TOKYO — Tokyo
For more than three decades, Soviet planners have visualized huge Japanese investments to unlock the coal, iron, oil and forest riches of Siberia. Japanese capitalists have longed for that difficult region's immense resources.
For most of that time, visionaries on both sides have been thwarted by an intractable dispute over four islands the Red Army seized from Japan as the Imperial Army collapsed at the end of World War II.
Now, with political relations thawing, President Mikhail S. Gorbachev is scheduled to come to Tokyo in April, which will make him the first top Soviet leader to visit Japan.
Both sides are expressing new hope that the territorial dispute can be resolved during his visit.
Mr. Gorbachev has spoken of "a new era" in Japanese-Soviet relations centered on mushrooming Japanese investment in the Soviet economy. Lower-level Soviet officials go further, saying that a new relationship with Japan might provide a badly needed counterbalance to growing European and U.S. political and economic influence.
But just as compromise seems within reach on the territorial issue, political and economic reversals in Moscow have added to deeply ingrained Japanese doubts about the Soviet Union as a potential partner.
With armed interventions in the Baltic states, the economy immobilized and soldiers patrolling cities of the Russian heartland, the Soviet Union "could not easily go ahead with projects on a scale that would attract Japanese financing," the head of Japan's most powerful business lobby said last week.
By last week, officials in both governments still encouraged speculation about a Japan Sea strategic and economic region -- the two Koreas, China's northeast and east coast, Japan and the Soviet Union.
But most Japanese commentators are skeptical about such speculation and point to harsher realities.
Many of Japan's usually export-driven trading companies have cut back drastically on shipments to the Soviet Union after being burned by non-payment because of Moscow's deepening shortage of foreign currency. Japanese companies reported nearly $400 million in overdue bills for goods already delivered as of the end of 1990.

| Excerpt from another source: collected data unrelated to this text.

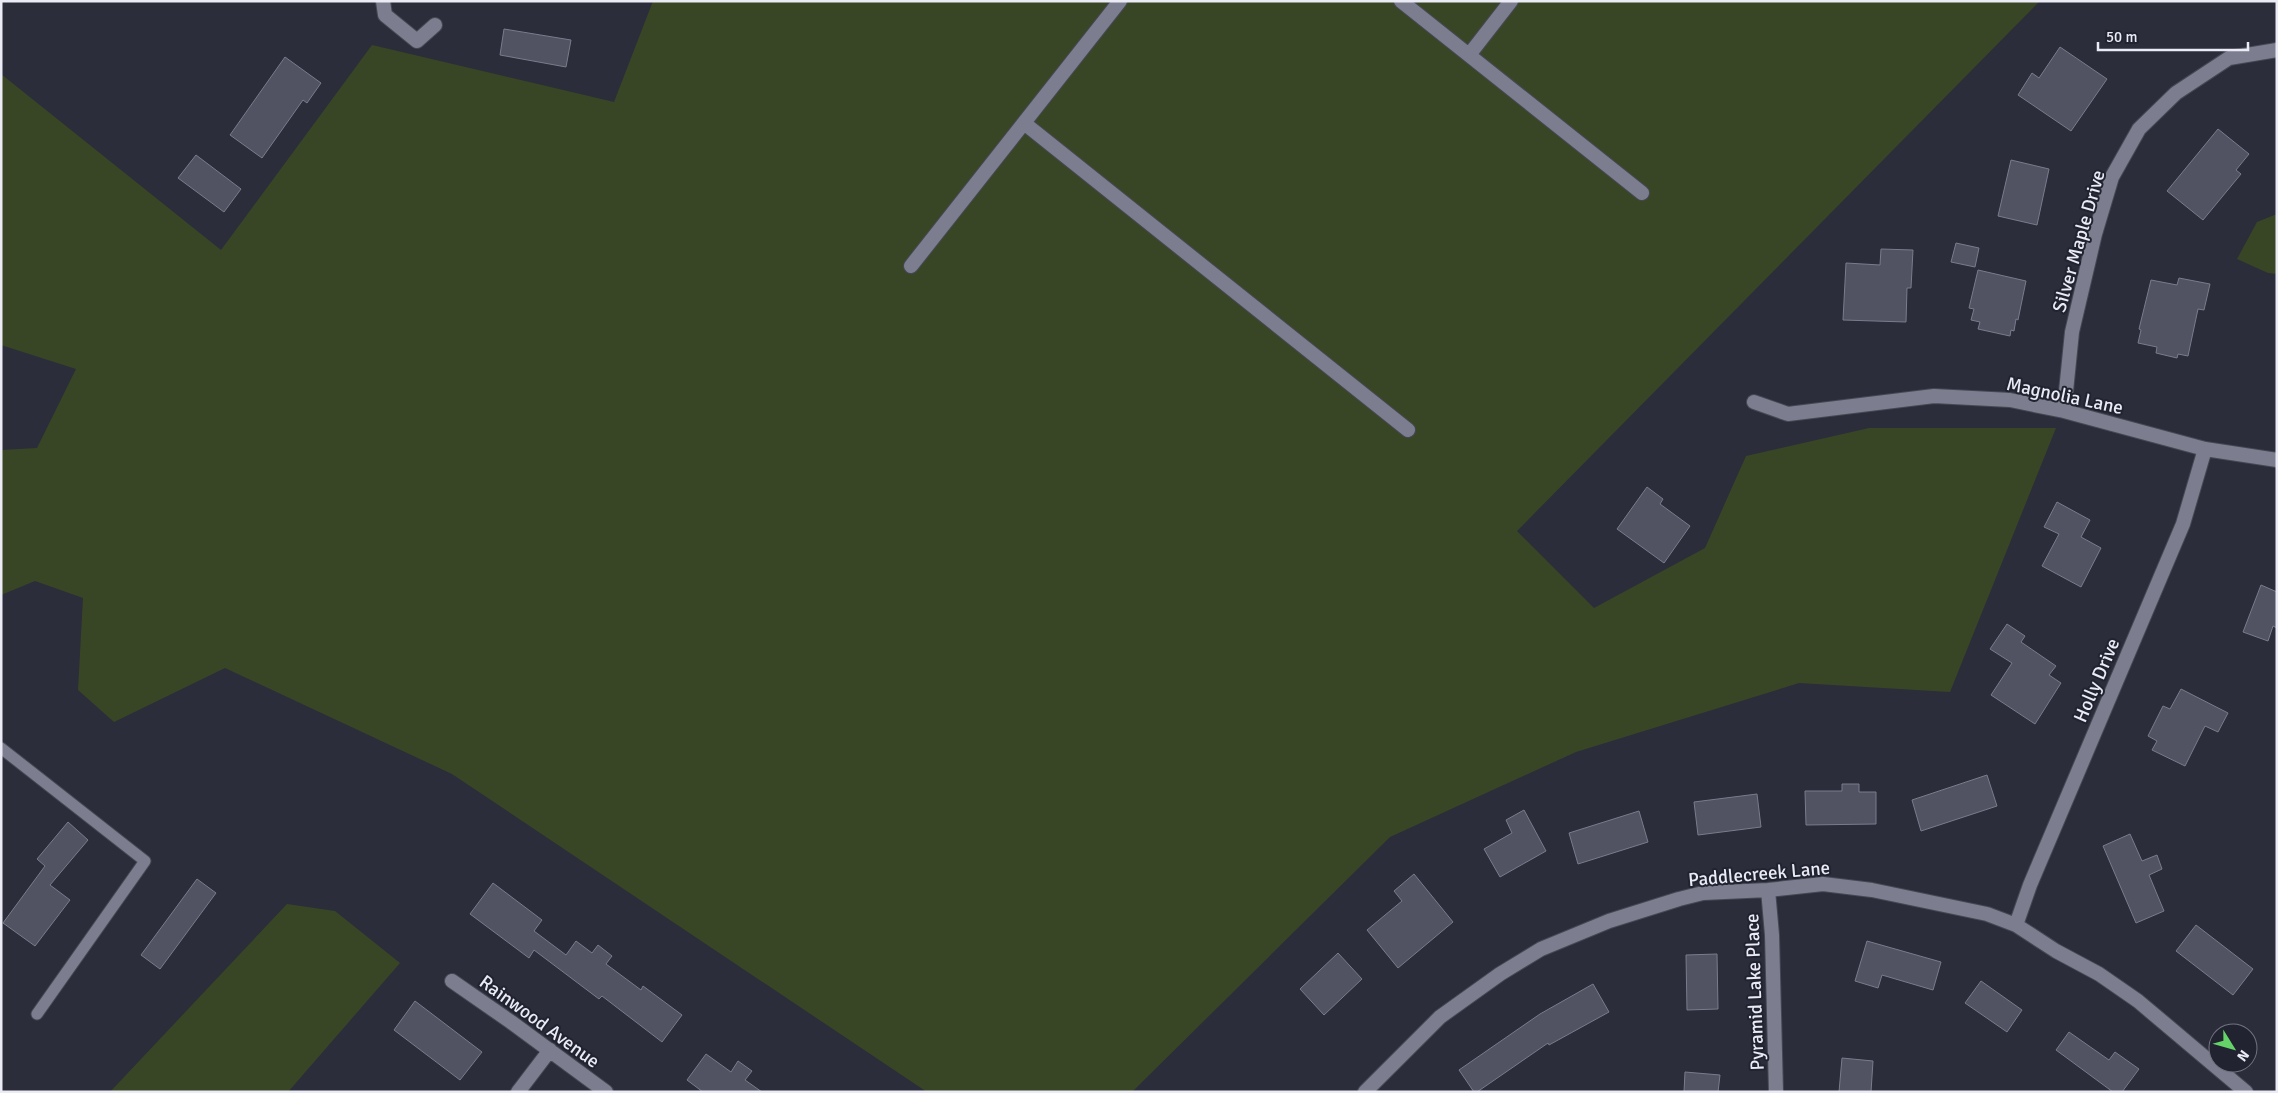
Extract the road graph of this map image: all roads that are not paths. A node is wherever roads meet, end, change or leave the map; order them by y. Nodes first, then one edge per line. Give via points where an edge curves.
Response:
1 (383, 1) edge
2 (1120, 1) edge
3 (1401, 1) edge
4 (1511, 1) edge
5 (435, 26) dead end
6 (2277, 50) edge
7 (1469, 55) junction
8 (1024, 123) junction
9 (1642, 193) dead end
10 (911, 266) dead end
11 (1754, 402) dead end
12 (2064, 411) junction
13 (1408, 430) dead end
14 (2205, 449) junction
15 (2277, 460) edge
16 (1, 748) edge
17 (1768, 890) junction
18 (2016, 925) junction
19 (452, 981) dead end
20 (36, 1014) dead end
21 (550, 1050) junction
22 (518, 1092) edge
23 (606, 1092) edge
24 (1366, 1092) edge
25 (1776, 1092) edge
26 (2246, 1092) edge

1 - 5 street via 385,15 417,41
2 - 8 street
3 - 7 street
4 - 7 street
6 - 12 street, Silver Maple Drive via 2229,58 2176,93 2139,129 2112,177 2095,234 2072,332
7 - 9 street
8 - 10 street
8 - 13 street
11 - 12 street, Magnolia Lane via 1788,414 1934,396 2010,400
12 - 14 street, Magnolia Lane
14 - 15 street, Magnolia Lane
14 - 18 street, Holly Drive via 2183,524
16 - 20 lane via 145,861
17 - 18 street, Paddlecreek Lane via 1823,884 1847,886 1987,914
17 - 24 street, Paddlecreek Lane via 1703,893 1679,898 1609,921 1541,949 1440,1017
17 - 25 street, Pyramid Lake Place
18 - 26 street, Paddlecreek Lane via 2138,1001
19 - 21 street, Rainwood Avenue
21 - 22 street
21 - 23 street, Rainwood Avenue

Japan's exports to the Soviet Union declined by 20 percent last year, to $2.5 billion, even as imports from the Soviet Union set a record of $3.4 billion, creating Japan's first trade deficit with the Soviet Union in 16 years.
When Soviet and Japanese business delegations sat down last week to try to work out deals that could be announced to add gloss to the Gorbachev visit, the Japanese spent much of their time lecturing the Soviet officials on how hard it is to do business with them.
The question, said Gaishi Hiraiwa, head of the powerful Keidanren corporate federation, is "whether Japanese businesses can make a profit in joint ventures while dealing with the inefficient Soviet bureaucratic management system, the ruble's inconvertibility and the country's ban on taking out foreign currency."
Other speakers pointed out problems ranging from the Soviet Union's lack of a legal system defining rights of private and foreign investors to the resurgence of the KGB, the military and the orthodox Communists and the failure to set up long-promised economic zones imitating those China has had for a decade.
Columnist Koji Takada wrote in the newspaper Yomiuri Shimbun that the prospect of rapidly developing relations is further clouded by the Soviet Union's still-unresolved "question of authority -- whether the central government or a local government has jurisdiction over any specific matter."
By the meeting's end, agreement in principle had been reached on a single project -- a barter deal in which Japan would receive 6 million cubic meters of timber over five years in exchange for logging and sawing equipment worth an equal amount in the first year.
That project, though big, is the remaining realistic fragment left over from a 10-year-old dream of huge Japanese commitments to logging operations throughout Siberia and the Soviet Far East.
A second equally old idea, Japanese development of 75 million tons of known oil reserves and 225 billion cubic meters of gas off Sakhalin Island, again went unfulfilled when Soviet delegates did not produce an expected final proposal.
A third idea -- a measure of the grandeur of the visions engendered by the dream of Japan in Siberia -- calls for laying 6,000 miles of pipeline to link Japan, northeastern China and North and South Korea with Yakut, the site of a vast gas reservoir in the Soviet Far East that, it is estimated, could supply much of the region with gas at prices 30 percent under the world price.
That idea, involving the Soviet government, Korea's Hyundai industrial conglomerate, Tokyo Boeki trading company and an unnamed U.S. oil company, faces years of political negotiations before it can become a business deal.
Even if the prickly northern-islands issue is resolved and Tokyo begins to encourage investment, most Japanese businessmen say, they will get involved mainly -- perhaps only -- in deals that involve large-scale Japanese government financing, which would guarantee profits on at least some of the work.